In the example shown in FIG. 1A, the training of the molecule design computation model 115 may include adjusting one or more parameters (e.g., weights, biases, and/or the like) of the denoising model 117 to reduce (or minimize) the difference (e.g., mean squared error (MSE)) between the noisy three-dimensional representation 182 of the sample molecule recovered by the denoising model 117 and the original noisy three-dimensional representation 182 of that sample molecule. Moreover, the training of the denoising model 117 may include determining the function 175, which is parameterized by the parameters (e.g., weights, biases, and/or the like) of the denoising model 117. For example, in some cases, the function 175 may be a score function that outputs a value (e.g., score) indicative of the local change in the density (or the gradient) of the data distribution. Accordingly, in some cases, the function 175 may output a first value (e.g., first score) indicative of a first local change in the density of the data distribution at a first location occupied by a first molecule and a second value (e.g., second score) indicative of a second local change in the density of the data distribution at a second location occupied by a second molecule. In some cases, the first value (e.g., first score) may indicate a more positive local change (e.g., an increase or a smaller decrease) in the density of the data distribution at the first location of the first molecule while the second value (e.g., second score) may indicate a less positive local change (e.g., a smaller increase or a decrease) in the density of the data distribution at the second location of the second molecule. In instances where the function 175 is a score function, the sampling of the data distribution may be guided by the values (e.g., scores) output by the function 175. As described in more details below, the sampling of the data distribution may be guided by the function 175 such that samples (or molecules) are selected from incrementally higher density regions of the data distribution, which are more likely to be occupied by molecules exhibiting the one or more desired properties.

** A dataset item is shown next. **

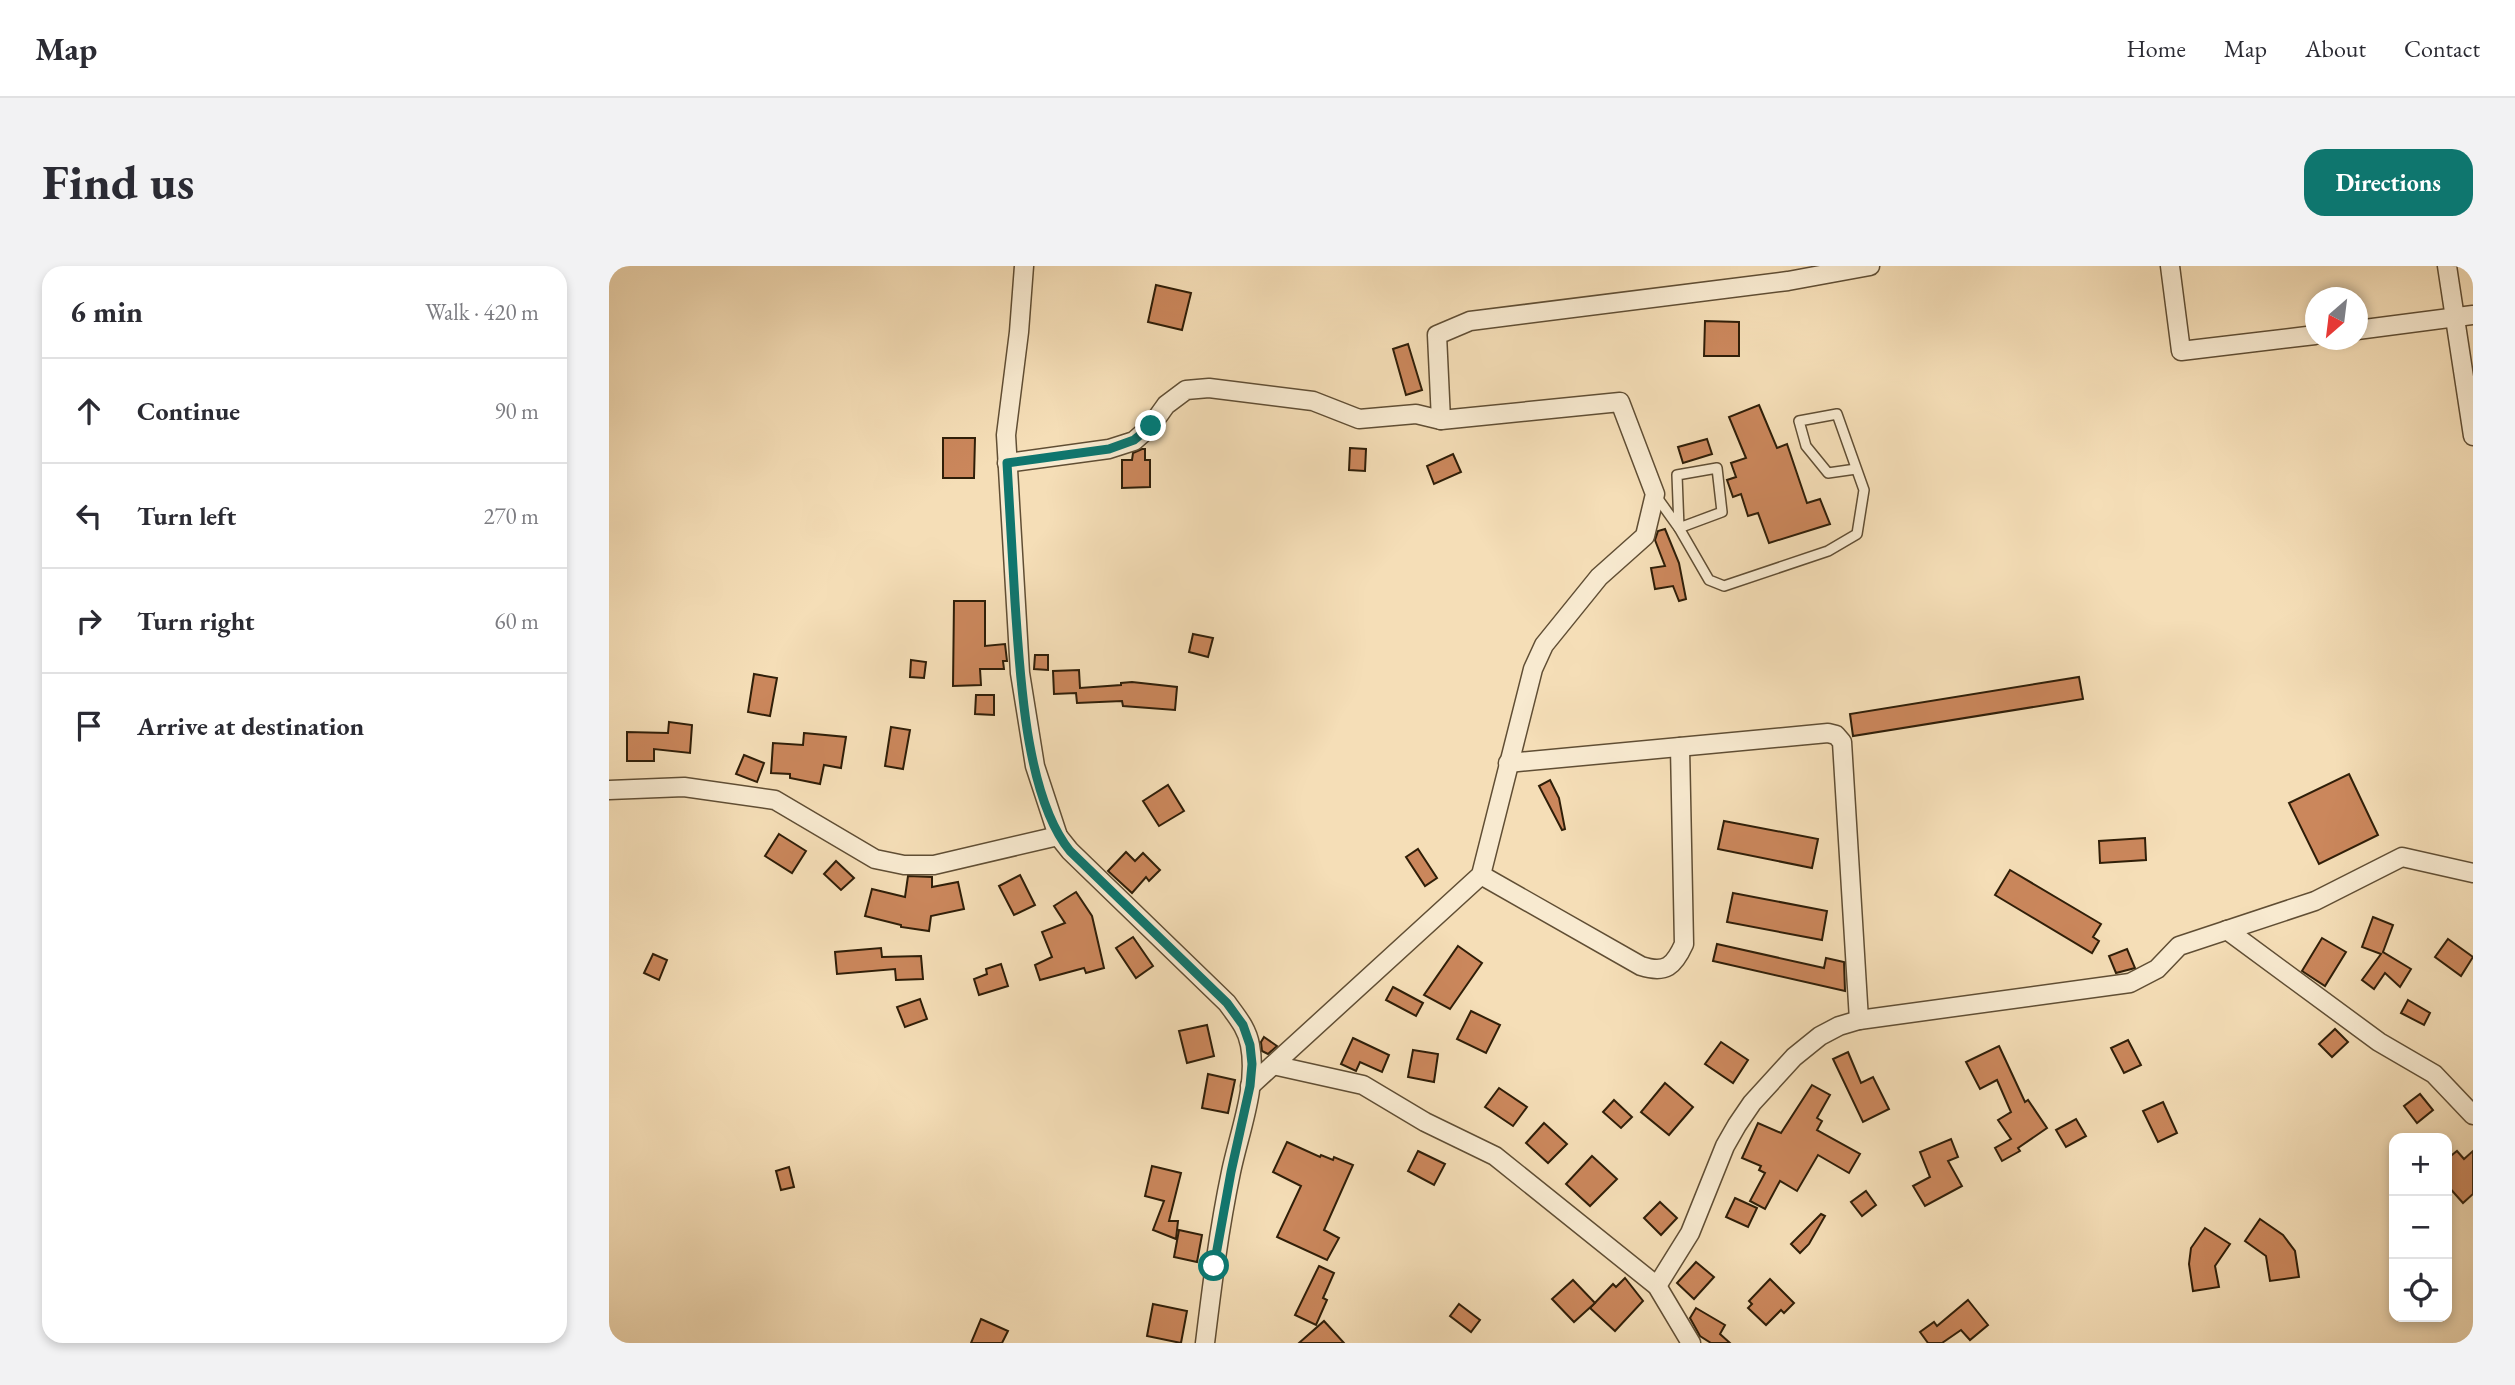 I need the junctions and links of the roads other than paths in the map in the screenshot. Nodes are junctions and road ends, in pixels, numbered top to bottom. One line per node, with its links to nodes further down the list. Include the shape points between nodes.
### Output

In the example shown in FIG. 1B, the training of the denoising model 117 may include adjusting one or more parameters (e.g., weights, biases, and/or the like) of the denoising model 117 to reduce (or minimize) the difference (e.g., mean squared error (MSE)) between the original, uncorrupted embedding 186 of the noisy three-dimensional representation 182 of the sample molecule recovered by the denoising model 117 from the corrupted embedding 188 and the embedding 186. Doing so may also adjust the parameters of the function 175. Again, in instances where the function 175 is a score function, the parameters of the function 175 may be adjusted such that the function 175 outputs a higher value (e.g., higher score) for a first molecule occupying a first location in the data distribution exhibiting a more positive local change in the density of the data distribution (e.g., a positive gradient indicating a transition from a lower density to a higher density region of the data distribution) than a second molecule occupying a second location in the data distribution exhibiting a less positive local change in the density of the data distribution.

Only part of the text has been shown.